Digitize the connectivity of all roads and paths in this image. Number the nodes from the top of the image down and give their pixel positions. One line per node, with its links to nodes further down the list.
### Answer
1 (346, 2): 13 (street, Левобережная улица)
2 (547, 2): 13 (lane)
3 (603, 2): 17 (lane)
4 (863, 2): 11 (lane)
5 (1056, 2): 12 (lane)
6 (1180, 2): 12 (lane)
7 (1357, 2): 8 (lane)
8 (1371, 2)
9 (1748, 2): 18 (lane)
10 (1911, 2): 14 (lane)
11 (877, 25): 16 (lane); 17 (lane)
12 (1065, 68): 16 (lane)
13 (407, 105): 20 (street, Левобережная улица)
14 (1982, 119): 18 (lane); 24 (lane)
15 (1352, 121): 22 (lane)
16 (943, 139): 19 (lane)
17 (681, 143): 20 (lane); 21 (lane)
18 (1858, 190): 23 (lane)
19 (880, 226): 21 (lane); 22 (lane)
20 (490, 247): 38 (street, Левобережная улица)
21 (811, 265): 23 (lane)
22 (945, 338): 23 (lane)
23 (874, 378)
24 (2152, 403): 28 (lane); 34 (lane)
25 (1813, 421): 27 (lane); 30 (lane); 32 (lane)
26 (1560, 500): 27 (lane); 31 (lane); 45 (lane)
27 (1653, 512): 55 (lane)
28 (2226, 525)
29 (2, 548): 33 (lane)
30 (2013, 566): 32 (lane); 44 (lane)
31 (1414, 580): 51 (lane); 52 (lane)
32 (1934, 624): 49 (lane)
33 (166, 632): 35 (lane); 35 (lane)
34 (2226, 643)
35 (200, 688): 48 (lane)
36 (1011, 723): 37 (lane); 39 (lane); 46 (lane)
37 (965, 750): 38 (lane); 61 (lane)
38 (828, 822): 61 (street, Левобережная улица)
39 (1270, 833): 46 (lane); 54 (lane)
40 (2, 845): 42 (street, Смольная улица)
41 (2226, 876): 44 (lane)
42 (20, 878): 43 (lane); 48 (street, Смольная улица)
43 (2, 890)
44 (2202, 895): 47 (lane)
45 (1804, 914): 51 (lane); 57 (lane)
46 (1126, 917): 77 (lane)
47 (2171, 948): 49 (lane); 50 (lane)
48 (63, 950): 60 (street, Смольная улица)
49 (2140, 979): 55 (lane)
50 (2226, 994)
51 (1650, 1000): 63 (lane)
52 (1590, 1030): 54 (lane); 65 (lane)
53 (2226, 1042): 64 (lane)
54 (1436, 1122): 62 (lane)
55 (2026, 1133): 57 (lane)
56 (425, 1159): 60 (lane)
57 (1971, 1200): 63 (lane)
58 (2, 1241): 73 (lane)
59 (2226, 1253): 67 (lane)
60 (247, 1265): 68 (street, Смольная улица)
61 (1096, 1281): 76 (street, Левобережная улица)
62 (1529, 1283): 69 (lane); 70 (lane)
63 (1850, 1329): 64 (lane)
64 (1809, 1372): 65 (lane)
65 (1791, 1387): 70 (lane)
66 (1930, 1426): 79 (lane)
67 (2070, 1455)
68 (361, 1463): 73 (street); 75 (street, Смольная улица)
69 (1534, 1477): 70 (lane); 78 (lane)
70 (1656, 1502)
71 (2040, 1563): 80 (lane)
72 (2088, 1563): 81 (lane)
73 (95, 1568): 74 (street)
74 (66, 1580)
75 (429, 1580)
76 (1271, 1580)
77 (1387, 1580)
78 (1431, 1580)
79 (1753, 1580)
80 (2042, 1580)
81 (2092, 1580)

__EXERCISE GOAL__.
Extract, from the listing above, every line where the string "Смольная" occurs.

__RESULT OF THE TASK__.
40 (2, 845): 42 (street, Смольная улица)
42 (20, 878): 43 (lane); 48 (street, Смольная улица)
48 (63, 950): 60 (street, Смольная улица)
60 (247, 1265): 68 (street, Смольная улица)
68 (361, 1463): 73 (street); 75 (street, Смольная улица)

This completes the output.